In fact, it is not difficult at all in any market to generate what could look like accurate and profitable trading signals. Combining and rearranging a bunch of technical indicators a few times will invariably result in a sample of trades that have produced excellent returns in the past. These results are over optimised and rarely are they taken and placed on a second sample of data, which confirms the validity of the systems results.
Out of sample testing is vital, and you need to see the proof of this before putting your hard earned funds into a system that doesn't provide this confirming record of performance.

One can only evaluate the validity of any given trading signals after the fact, if you do not get confirming proof over different data samples and a walk forward of results, this is of course as hindsight is always 20/20 vision.

With the current technology, machines can actually predict a good trading opportunity, based on a series of signals or market conditions being met and back tested to show its potential. The signals are based on using limiting parameters, and it does not yet have the flexibility and analytical capability of a human brain, although there is study into neural networks as trading applications, but these are decades away for being commercially available to us the poor private trader.

You see software cannot look forward, it cannot weigh and balance the different factors affecting the market, it cannot add sentiment to the market and can only apply lagging data and indicators that show what has happened, not predict what will happen.
Software cannot analyze the influence of time accurately or the political and economic climate currently. It does not have any power to take the market psychology into consideration and make useful predictions from it. These machines only have a fixed and undeviating set of programming rules and trading algorithms. They will break down over time.

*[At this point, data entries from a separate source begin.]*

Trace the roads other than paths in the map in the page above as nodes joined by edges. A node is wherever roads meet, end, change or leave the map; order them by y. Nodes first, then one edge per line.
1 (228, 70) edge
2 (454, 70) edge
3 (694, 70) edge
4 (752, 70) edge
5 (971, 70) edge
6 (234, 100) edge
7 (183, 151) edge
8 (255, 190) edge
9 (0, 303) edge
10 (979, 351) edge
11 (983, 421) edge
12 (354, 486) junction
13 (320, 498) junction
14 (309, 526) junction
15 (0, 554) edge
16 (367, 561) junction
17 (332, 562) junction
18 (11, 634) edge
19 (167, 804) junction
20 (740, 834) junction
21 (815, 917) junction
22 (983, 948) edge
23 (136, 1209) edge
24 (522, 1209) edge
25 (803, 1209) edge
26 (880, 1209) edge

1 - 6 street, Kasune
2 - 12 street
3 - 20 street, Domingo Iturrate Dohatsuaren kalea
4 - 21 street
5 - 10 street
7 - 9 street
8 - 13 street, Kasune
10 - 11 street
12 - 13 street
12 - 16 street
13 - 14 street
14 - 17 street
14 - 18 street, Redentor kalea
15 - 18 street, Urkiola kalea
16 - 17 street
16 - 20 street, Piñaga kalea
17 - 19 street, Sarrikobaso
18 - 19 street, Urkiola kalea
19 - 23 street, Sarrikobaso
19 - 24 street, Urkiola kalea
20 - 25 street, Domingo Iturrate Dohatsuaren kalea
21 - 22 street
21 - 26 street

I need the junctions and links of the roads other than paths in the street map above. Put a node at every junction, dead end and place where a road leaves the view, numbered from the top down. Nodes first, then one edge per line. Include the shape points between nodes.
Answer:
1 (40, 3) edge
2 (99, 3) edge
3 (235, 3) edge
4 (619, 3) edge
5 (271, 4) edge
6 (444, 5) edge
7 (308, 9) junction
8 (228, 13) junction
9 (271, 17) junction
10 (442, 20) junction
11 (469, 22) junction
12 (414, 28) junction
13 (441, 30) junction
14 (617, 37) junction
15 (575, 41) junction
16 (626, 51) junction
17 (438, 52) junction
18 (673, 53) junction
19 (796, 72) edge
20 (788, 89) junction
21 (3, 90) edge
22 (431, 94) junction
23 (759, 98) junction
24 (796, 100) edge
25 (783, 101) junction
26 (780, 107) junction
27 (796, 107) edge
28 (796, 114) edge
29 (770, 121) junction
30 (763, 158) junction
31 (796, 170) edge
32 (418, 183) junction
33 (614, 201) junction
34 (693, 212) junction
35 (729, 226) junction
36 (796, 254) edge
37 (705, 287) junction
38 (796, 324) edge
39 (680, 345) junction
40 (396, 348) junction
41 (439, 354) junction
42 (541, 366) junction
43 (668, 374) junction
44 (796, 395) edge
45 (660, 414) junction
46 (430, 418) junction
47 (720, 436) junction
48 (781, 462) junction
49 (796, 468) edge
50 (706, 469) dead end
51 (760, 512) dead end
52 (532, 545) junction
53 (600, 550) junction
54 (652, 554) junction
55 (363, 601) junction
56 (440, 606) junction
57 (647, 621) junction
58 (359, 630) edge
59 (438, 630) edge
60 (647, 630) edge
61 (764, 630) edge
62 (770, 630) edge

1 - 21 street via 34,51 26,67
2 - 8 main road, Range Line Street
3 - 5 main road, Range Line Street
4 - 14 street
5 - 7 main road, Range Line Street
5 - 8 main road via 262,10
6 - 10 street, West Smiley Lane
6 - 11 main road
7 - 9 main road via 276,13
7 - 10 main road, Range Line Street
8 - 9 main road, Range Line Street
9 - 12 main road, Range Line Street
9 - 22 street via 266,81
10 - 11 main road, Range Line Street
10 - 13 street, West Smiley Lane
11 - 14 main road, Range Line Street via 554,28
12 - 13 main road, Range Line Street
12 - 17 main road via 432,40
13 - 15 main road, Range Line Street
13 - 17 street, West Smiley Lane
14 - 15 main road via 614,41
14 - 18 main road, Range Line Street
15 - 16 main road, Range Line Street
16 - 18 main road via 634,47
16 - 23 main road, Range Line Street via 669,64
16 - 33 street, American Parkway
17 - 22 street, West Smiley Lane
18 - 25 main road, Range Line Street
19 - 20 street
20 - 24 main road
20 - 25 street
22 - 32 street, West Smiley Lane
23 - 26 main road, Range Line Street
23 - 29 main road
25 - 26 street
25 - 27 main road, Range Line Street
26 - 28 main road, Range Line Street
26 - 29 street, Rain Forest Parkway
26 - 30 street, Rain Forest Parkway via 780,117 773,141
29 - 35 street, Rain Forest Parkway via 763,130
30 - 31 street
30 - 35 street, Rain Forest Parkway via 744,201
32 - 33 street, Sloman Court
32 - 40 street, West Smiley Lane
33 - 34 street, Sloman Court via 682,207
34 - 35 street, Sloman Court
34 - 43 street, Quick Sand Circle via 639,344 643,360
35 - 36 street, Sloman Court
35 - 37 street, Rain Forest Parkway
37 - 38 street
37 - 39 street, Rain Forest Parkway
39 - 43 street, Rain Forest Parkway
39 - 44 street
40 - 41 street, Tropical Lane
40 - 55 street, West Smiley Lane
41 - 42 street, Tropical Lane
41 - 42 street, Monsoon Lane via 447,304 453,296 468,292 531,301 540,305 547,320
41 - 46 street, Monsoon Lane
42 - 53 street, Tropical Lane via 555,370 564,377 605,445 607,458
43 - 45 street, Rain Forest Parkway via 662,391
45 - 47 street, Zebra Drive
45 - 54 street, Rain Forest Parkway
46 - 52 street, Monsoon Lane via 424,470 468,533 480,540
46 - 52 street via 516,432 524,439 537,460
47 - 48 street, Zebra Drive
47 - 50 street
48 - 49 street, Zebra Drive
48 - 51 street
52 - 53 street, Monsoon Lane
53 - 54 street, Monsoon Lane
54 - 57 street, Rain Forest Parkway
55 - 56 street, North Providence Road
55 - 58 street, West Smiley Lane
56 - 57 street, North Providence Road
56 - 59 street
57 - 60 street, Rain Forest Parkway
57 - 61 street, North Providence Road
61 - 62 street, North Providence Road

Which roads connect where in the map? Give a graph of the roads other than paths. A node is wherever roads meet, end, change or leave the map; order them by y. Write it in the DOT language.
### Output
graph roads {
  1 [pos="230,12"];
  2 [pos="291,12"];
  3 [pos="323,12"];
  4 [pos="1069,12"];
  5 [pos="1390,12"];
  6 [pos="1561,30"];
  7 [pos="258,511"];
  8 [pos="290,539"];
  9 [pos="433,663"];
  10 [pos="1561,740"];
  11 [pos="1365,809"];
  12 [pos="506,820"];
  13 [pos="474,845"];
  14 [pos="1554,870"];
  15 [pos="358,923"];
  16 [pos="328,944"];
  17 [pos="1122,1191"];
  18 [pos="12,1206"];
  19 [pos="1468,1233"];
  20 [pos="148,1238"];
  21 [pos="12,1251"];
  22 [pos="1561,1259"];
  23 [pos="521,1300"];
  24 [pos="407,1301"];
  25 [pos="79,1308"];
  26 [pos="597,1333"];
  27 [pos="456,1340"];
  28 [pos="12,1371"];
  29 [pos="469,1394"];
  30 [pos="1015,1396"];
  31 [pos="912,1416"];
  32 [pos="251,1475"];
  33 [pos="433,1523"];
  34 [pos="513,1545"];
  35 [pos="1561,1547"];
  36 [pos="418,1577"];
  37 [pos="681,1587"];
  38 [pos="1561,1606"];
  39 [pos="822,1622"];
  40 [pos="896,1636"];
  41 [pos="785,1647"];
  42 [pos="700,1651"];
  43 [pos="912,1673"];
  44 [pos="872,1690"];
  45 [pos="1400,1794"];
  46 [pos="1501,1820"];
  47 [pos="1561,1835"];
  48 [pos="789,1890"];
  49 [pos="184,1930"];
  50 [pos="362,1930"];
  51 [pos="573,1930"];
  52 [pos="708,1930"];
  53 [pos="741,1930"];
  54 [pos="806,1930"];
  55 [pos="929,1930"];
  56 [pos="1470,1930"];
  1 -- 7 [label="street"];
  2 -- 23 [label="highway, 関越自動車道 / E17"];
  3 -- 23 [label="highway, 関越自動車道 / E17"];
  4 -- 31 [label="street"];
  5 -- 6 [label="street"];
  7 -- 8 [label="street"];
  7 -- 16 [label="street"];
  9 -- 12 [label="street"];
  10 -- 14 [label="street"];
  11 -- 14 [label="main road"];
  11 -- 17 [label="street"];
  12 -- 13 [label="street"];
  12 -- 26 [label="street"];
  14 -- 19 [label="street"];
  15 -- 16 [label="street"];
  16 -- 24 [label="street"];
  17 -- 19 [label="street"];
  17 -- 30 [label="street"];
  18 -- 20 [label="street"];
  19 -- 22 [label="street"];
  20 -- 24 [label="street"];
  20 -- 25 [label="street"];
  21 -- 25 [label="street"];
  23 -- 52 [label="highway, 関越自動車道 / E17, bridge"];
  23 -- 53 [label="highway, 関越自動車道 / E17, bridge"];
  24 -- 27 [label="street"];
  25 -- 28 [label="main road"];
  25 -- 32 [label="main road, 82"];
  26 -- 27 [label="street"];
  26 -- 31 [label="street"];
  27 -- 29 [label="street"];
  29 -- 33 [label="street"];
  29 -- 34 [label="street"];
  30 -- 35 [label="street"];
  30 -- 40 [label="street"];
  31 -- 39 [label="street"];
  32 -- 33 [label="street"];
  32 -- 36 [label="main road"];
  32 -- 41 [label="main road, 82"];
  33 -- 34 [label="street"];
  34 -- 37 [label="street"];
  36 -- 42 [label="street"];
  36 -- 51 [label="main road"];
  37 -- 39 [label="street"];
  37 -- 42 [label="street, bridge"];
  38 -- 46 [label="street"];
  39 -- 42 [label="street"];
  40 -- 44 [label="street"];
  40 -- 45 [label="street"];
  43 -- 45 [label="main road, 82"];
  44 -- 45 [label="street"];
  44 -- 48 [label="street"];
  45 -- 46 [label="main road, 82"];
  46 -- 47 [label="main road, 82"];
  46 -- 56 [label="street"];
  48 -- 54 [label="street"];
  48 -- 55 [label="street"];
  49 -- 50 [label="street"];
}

Having a predefined and fixed set of rules prevents automated systems from being able to adapt to changes that have not been foreseen. It is impossible to build an EA that retails for $200 that has these capabilities, be serious.
You are buying into the dream, hope and greed which are overcoming the purchaser of the systems common sense, once again.
Their basic mechanism stays the same. In contrast, a human trader, with his unrivaled brain and analytical capacity, can go beyond the suggestions made by technical indicators and correlate them with an understanding and analysis of market conditions; this is called experience and is where machines fail to learn from past conditions, this confirms their validity. If the indicators prove to be invalid, humans can surpass them and make a different series of decisions. This provides an added skill set built up over time from having experienced, watched and involved with the price and indicator movements. Do not rely on mindless and ineffective robots.

It is here that the next logical step in analyzing the usefulness of robots comes into play. If automated systems do indeed perform as they are advertised, it would simply be illogical for their marketers to waste a lot of time trying to sell them to retailers through expensive and time-consuming online advertisements that takes much effort to set up. Simply, they should just use these automated tools to make millions for themselves by applying them to actual trades.

Trading automatically, without lifting a proverbial finger, would create so much more money much more easily than expending a lot of hard work advertising their product. Where is their credibility if even veteran, big time traders still look at charts and do not rely on robots? Trading not marketing, this is the crux.

A product which produces profit automatically is unprecedented, and it cannot surely come from some peddler offering it for a measly one off payment, if it worked it would be better to give it away and share in the future profits, it would be so much more lucrative.

This does not happen because the robot does not work so the marketer or owner wants a payment now as it will be obsolete in a few weeks or months.

We have tested hundreds of robots and even those with amazing advertised results like €Million Dollar Pips' have fallen over in the real world.

It is no wonder why long time traders still rely on common sense, patience, study, correct attitude, and perseverance as foundations for their trade instead of these fraudulent cure-alls.